I no more consented to it than I consented to a car accident because car accidents can happen when you drive. You might have consented to a car accident if, say, you were doing demolition derby. Or suicidal and intended to crash. But the action does not determine the consent factor. Things happen to us all the time that we don't consent to. The fact that they can happen doesn't mean you consented to them.

Since we can't fully control pregnancy 100%, that means that when we do become pregnant, it was by chance. Chance occurrences, by definition, have factors outside our control. Sex isn't gambling, wherein the entire point of gambling is to allow for fate to determine if you win or lose. Gambling isn't gambling without losing. But sex is still sex without ever becoming pregnant.

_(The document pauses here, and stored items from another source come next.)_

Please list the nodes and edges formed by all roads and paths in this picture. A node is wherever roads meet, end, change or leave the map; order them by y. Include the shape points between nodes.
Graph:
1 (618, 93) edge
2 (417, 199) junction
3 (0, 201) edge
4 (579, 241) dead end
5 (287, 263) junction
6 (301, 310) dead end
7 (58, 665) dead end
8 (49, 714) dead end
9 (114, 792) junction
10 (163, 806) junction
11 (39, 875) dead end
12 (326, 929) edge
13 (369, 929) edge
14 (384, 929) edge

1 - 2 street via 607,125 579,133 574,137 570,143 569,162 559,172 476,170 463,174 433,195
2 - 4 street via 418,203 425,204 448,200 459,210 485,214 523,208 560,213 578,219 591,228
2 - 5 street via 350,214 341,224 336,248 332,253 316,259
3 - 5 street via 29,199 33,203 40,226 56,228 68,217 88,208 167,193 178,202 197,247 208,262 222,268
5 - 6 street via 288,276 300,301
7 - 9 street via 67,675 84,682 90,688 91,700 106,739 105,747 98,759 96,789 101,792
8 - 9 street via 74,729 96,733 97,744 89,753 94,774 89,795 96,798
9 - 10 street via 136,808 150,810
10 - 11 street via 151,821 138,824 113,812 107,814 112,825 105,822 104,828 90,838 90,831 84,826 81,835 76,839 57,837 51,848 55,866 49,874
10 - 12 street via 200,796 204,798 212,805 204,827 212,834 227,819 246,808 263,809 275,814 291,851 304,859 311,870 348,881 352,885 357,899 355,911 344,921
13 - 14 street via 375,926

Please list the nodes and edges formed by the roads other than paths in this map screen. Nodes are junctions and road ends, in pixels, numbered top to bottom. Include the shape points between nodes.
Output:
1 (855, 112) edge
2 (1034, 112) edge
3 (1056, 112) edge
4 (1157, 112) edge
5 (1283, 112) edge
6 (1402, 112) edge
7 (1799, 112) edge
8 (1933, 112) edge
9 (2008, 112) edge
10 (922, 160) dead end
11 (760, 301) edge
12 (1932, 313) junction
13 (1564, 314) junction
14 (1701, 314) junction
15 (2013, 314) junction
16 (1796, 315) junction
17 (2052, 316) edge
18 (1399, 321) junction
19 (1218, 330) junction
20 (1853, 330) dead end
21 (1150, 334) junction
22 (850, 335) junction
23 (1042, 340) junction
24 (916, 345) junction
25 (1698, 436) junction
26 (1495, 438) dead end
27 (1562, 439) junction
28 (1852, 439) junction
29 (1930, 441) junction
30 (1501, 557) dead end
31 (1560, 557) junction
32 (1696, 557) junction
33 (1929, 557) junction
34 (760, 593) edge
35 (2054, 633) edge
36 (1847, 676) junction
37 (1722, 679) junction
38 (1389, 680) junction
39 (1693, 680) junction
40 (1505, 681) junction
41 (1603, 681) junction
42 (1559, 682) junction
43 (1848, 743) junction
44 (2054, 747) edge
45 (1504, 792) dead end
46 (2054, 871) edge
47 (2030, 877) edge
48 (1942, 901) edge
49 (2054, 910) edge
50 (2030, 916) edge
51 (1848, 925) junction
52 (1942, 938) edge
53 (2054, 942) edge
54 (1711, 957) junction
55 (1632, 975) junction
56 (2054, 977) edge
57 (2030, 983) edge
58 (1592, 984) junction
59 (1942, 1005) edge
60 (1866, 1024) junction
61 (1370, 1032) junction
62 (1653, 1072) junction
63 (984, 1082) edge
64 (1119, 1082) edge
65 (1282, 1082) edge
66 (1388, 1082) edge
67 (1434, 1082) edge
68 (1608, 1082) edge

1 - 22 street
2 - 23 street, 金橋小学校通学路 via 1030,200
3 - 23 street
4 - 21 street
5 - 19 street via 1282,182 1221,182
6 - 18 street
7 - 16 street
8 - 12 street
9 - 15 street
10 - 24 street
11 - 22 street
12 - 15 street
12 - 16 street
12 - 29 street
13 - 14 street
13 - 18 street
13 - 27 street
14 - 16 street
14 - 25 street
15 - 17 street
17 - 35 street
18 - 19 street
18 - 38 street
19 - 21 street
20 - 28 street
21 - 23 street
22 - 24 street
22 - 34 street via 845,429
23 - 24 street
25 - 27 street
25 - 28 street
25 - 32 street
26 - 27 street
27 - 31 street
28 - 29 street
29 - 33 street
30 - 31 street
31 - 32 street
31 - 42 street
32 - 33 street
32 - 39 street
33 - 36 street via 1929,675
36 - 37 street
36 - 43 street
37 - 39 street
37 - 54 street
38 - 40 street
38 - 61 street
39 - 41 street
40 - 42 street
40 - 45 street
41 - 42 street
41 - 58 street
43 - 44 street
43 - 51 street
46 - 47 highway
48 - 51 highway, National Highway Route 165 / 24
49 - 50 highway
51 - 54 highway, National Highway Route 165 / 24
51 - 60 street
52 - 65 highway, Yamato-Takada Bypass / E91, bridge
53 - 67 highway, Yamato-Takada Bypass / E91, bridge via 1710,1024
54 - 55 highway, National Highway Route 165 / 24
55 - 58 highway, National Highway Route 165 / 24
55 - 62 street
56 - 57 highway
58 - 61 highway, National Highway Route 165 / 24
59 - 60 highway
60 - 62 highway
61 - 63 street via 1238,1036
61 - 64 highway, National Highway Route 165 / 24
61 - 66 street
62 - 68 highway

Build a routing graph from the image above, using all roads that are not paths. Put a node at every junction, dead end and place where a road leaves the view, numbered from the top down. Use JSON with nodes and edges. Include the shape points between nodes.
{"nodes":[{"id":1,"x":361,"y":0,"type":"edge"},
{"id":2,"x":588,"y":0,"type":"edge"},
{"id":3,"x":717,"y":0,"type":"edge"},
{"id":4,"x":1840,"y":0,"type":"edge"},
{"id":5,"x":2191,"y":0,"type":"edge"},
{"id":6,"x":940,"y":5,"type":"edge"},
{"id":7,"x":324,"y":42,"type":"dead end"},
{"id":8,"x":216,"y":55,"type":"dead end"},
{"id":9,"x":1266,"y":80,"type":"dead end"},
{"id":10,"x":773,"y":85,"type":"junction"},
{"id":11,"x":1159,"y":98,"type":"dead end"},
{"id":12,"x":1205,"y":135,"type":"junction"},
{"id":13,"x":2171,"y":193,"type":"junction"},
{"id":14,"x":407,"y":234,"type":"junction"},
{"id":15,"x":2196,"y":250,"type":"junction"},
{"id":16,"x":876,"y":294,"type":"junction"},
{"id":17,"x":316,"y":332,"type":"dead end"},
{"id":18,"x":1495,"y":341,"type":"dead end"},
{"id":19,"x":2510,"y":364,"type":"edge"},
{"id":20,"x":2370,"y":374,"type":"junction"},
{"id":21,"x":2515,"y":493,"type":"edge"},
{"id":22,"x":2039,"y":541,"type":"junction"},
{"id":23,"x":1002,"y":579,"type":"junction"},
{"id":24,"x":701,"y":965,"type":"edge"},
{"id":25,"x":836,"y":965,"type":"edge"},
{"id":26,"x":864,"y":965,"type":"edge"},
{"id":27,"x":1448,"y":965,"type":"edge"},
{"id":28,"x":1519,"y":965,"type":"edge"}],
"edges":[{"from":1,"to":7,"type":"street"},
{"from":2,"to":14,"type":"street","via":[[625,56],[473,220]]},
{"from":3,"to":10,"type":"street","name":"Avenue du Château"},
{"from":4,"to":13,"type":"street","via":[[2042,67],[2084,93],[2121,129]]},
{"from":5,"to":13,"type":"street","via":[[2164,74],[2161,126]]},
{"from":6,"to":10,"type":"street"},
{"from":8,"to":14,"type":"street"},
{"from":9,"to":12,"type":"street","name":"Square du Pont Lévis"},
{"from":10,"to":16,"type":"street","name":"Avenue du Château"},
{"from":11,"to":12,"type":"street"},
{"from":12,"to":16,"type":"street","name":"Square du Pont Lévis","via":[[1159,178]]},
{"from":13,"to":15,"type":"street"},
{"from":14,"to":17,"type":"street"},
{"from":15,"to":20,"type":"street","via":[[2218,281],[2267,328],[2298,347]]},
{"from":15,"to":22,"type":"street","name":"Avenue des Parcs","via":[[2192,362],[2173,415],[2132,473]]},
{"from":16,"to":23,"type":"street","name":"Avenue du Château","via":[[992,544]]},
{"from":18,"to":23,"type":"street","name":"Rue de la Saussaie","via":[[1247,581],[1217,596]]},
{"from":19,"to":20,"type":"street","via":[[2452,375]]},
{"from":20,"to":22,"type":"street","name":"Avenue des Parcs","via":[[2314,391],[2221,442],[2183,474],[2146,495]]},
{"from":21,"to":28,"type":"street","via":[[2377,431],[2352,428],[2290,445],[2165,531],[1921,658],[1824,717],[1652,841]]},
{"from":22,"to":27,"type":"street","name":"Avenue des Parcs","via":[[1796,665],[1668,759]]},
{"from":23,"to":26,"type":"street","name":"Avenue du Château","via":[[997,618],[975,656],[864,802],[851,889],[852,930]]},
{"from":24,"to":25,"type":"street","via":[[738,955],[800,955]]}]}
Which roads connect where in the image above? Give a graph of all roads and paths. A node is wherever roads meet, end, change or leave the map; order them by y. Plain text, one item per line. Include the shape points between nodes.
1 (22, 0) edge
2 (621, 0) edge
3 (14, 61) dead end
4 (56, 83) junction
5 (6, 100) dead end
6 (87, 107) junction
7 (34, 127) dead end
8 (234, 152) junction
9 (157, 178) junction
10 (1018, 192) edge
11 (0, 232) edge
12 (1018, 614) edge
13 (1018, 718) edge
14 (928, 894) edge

So how could we therefore have made the decision to become pregnant? And since it was just a chance occurrence, you can't say that I consented to an outcome that was uncertain. By that logic, I consented to not becoming pregnant, since that is a possible outcome.

If a possible outcome is what determines what we consent to, then we both consented to pregnancy and did not consent to pregnancy. It's illogical. And it's insensitive to those who become pregnant when they didn't intend to, and to those who don't become pregnant when they intended to.

Literally it is our wants and desires that determine what we consented to. And we shouldn't demonize people for their wants, especially not those for their own bodies.

Rape is responsible for a small fraction of abortions, so why do you bring it up?

Because it highlights something: you can get pregnant even if you don't consent to sex.

IVF does this as well. It requires no sex. And yet you can still become pregnant from it.

From this, we can glean that pregnancy is a non-consensual biological process.